Canor, Iris, Tamar Gidron, and Haya Zandberg. “Litigating Human Rights Violations Through Tort Law: Israeli Law Perspective.” In Damages for Violations of Human Rights: A Comparative Study of Domestic Legal Systems (ed. Ewa Bagińska; Cham, Switzerland: Springer, 2016): 193-215.
URL: http://dx.doi.org/10.1007/978-3-319-18950-5_9
Abstract
Israeli law supplies multiple legal sources for protection of human rights: constitutional protection, criminal protection, administrative protection and civil law- mostly tort law- protection. These sources supply protection against both public (state and public authorities, bodies, officers) and private (personal as well as legal entities) violations of human rights. This papers deals with the relevant causes of action by which Israeli courts compensate for the harm caused by human rights violations. We shall mainly deal with tort law, yet since the interplay among the multiple sources of protection is sometime complicated and unclear we shall have to relate to constitutional/penal law as well, but only when directly relevant to the main issue of the paper.

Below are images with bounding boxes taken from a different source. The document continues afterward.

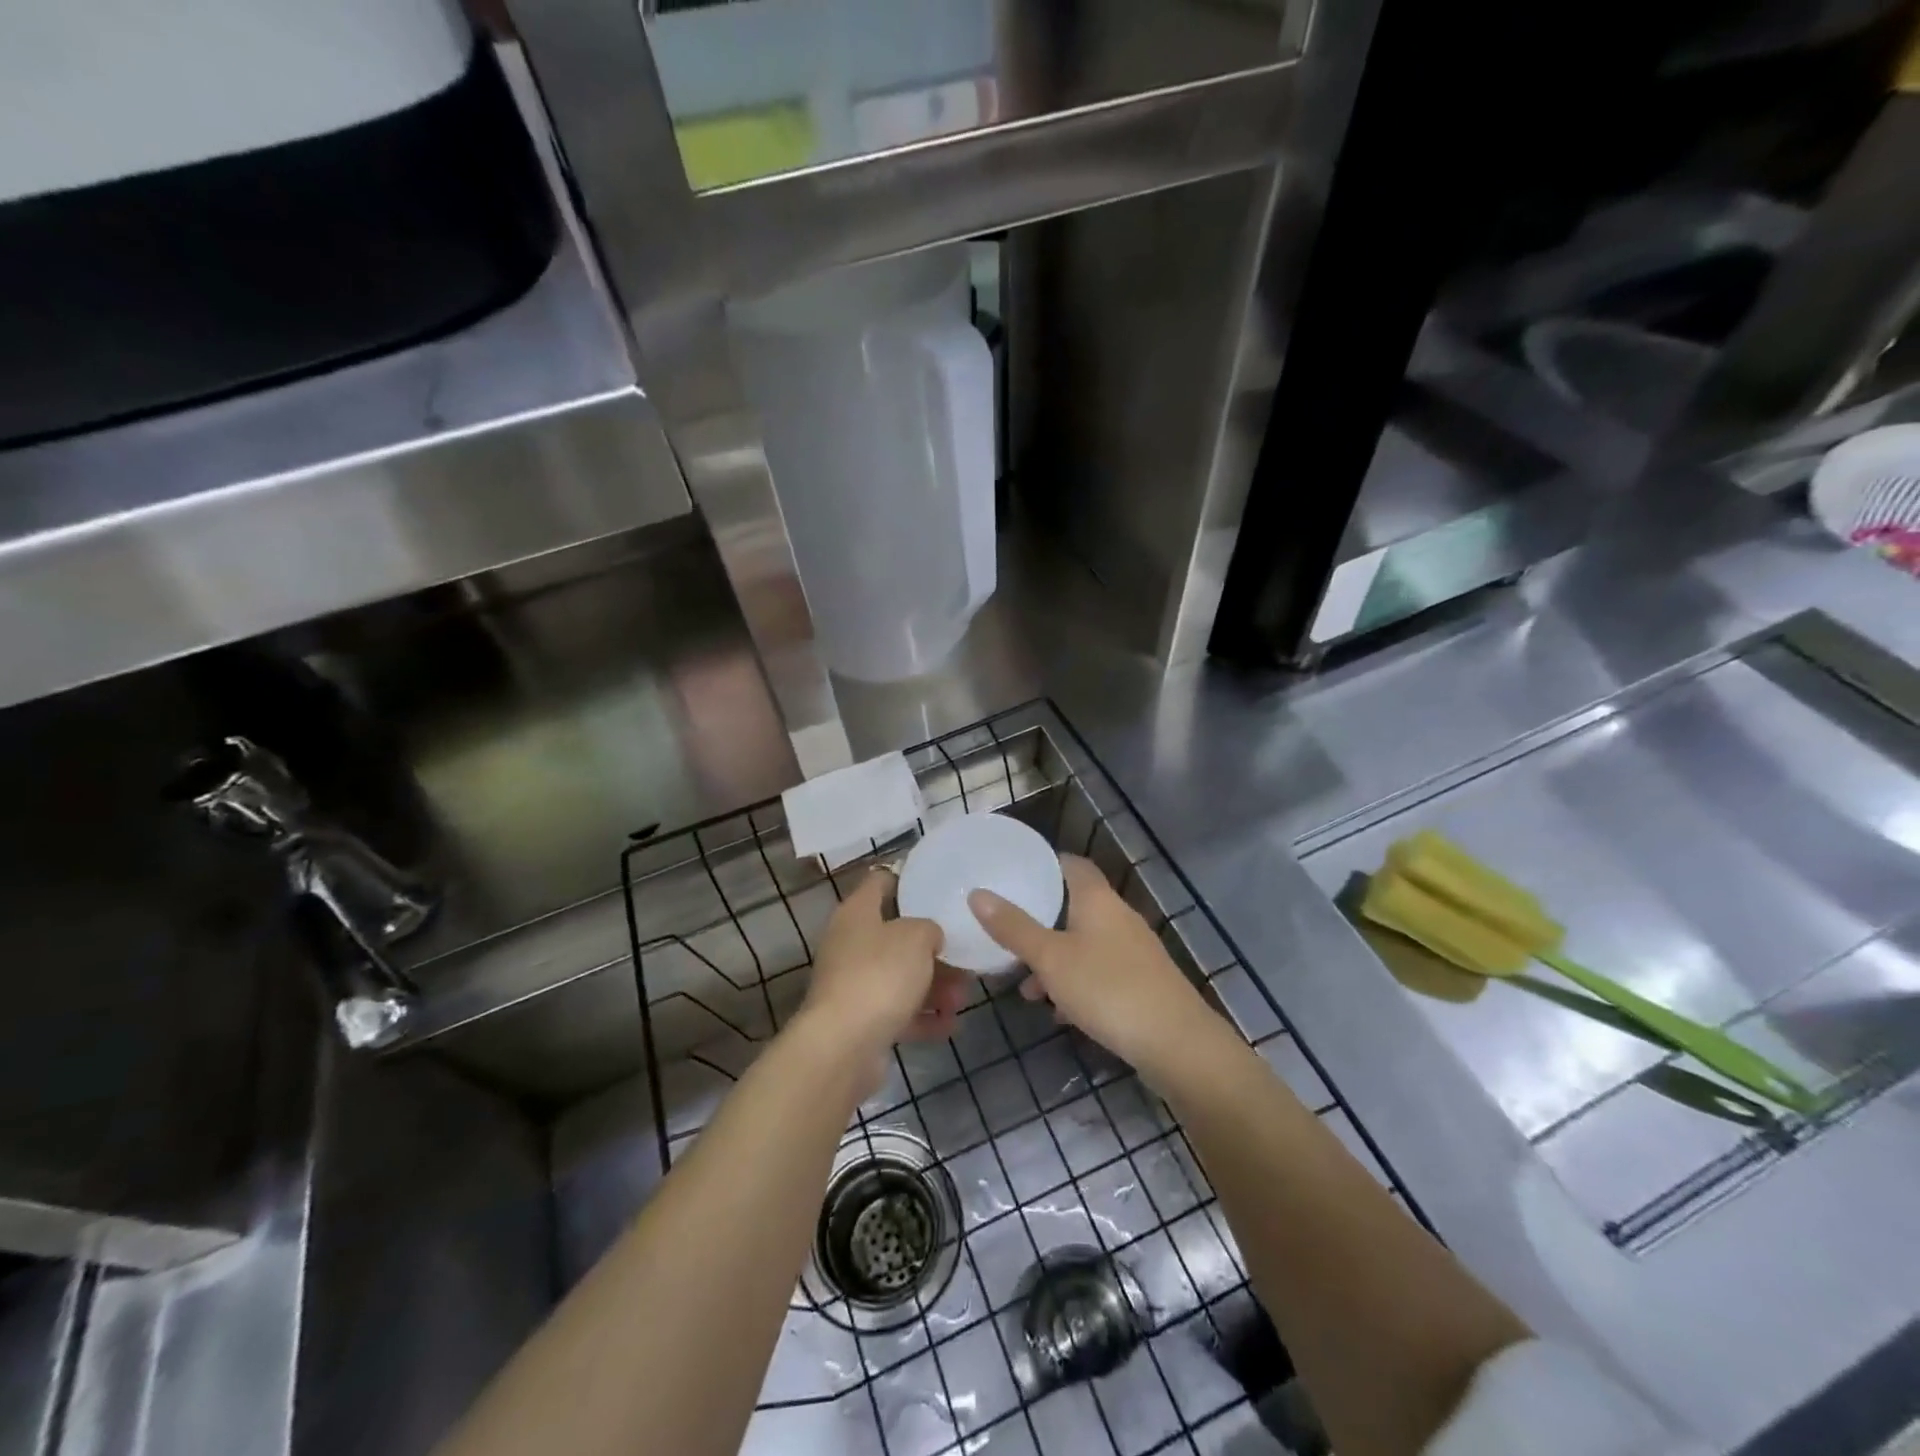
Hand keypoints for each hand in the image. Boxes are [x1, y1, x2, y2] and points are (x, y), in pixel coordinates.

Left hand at [799, 869, 968, 1064]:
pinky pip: (899, 1012)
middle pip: (896, 936)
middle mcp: (851, 944)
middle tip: (965, 955)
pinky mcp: (861, 1021)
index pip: (880, 881)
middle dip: (933, 948)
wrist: (843, 1046)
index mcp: (857, 913)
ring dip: (935, 986)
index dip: (907, 879)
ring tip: (963, 997)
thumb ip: (929, 928)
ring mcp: (854, 984)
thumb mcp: (916, 937)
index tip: (938, 886)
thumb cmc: (880, 975)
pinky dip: (924, 1017)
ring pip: (901, 976)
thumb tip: (929, 936)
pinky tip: (951, 1025)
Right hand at [969, 855, 1220, 1082]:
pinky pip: (1099, 972)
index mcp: (1097, 900)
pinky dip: (1076, 984)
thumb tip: (977, 893)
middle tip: (1007, 935)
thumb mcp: (1051, 959)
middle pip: (1074, 906)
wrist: (1176, 1044)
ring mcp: (1133, 951)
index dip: (1043, 866)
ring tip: (1026, 987)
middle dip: (1040, 921)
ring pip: (1084, 944)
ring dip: (1055, 960)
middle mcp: (1118, 917)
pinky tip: (1059, 1012)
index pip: (1070, 864)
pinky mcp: (1141, 983)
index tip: (1012, 877)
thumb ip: (1014, 928)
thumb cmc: (1108, 988)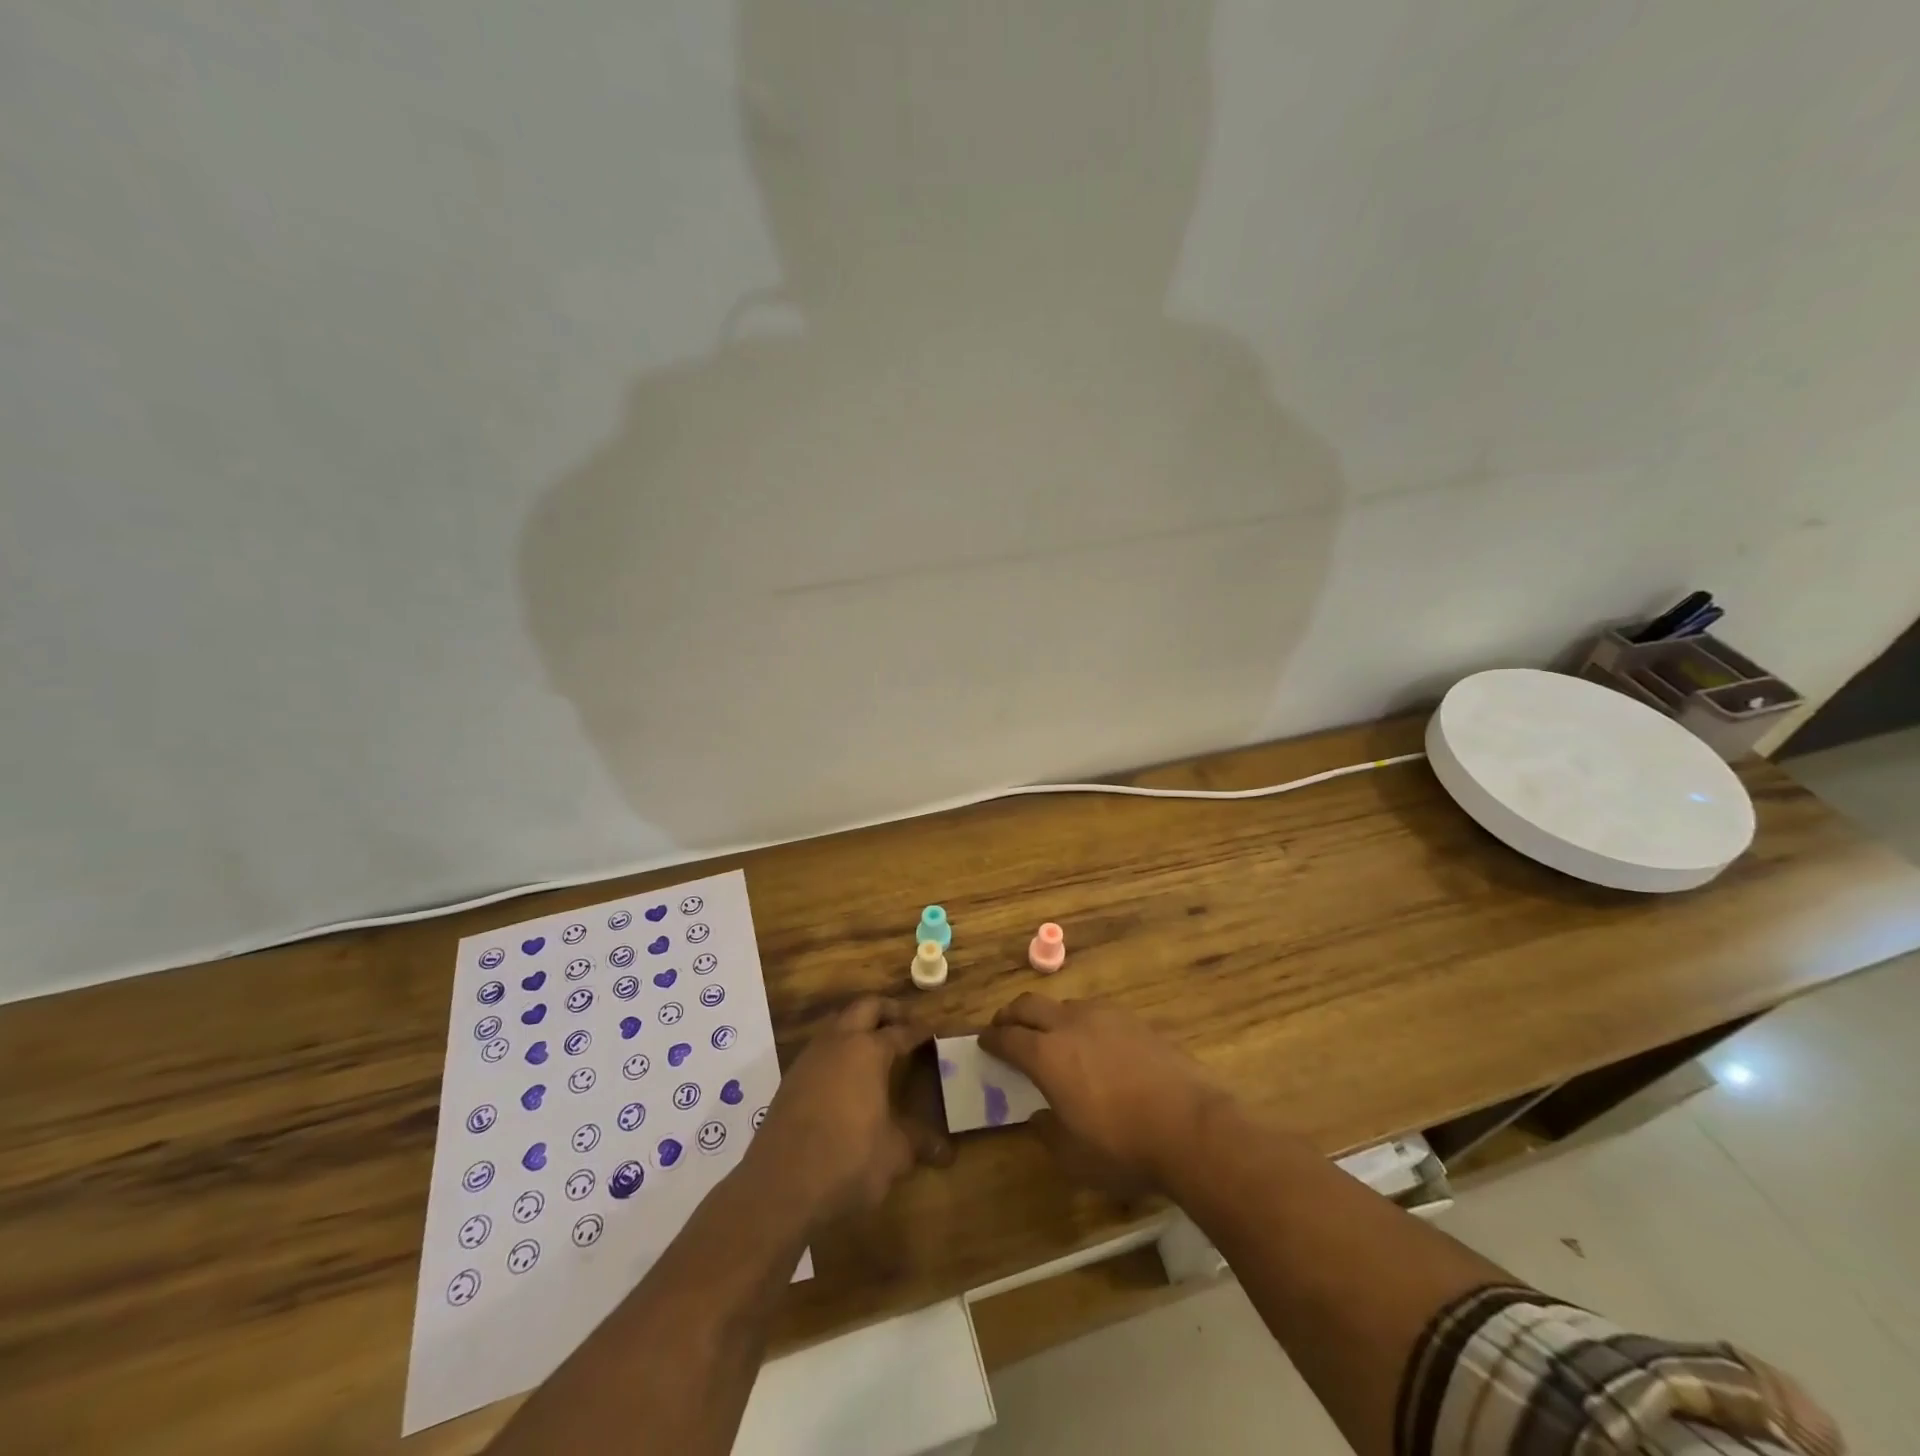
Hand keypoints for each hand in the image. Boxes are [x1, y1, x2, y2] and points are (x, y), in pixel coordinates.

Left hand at [747, 997, 950, 1226]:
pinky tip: (846, 1075)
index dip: (919, 1031)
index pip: (901, 1031)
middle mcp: (839, 1043)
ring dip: (858, 1026)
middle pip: (865, 1007)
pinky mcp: (790, 1079)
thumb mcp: (893, 1154)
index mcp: (869, 1051)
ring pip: (838, 1024)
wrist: (780, 1185)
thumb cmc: (848, 1160)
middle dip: (887, 1010)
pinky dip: (838, 1050)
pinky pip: (820, 1049)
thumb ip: (918, 1144)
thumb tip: (947, 1151)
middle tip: (905, 1022)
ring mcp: (810, 1058)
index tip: (933, 1030)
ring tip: (876, 1045)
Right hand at [980, 995, 1220, 1194]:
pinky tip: (1094, 1043)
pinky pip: (1096, 1013)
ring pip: (1064, 1004)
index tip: (984, 1042)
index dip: (991, 1039)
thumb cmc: (1123, 1146)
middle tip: (1005, 1027)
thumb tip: (1039, 1115)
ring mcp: (1105, 1017)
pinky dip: (1082, 1022)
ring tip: (1051, 1035)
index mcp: (1046, 1055)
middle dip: (1011, 1014)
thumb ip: (1047, 1132)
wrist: (1191, 1127)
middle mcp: (1070, 1025)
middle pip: (1029, 1005)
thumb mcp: (1073, 1156)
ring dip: (1048, 1015)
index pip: (1007, 1037)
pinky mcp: (1135, 1021)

Two main consequences follow. First, the current law in Israel portrays a very well equipped toolkit. Second, nevertheless, case law still grapples with the idea of finding a well-balanced avenue to impose absolute liability for violations of human rights regardless of fault, negligence or any other deviation from reasonable conduct on the part of the state and its organs and/or officers in certain limited type of circumstances.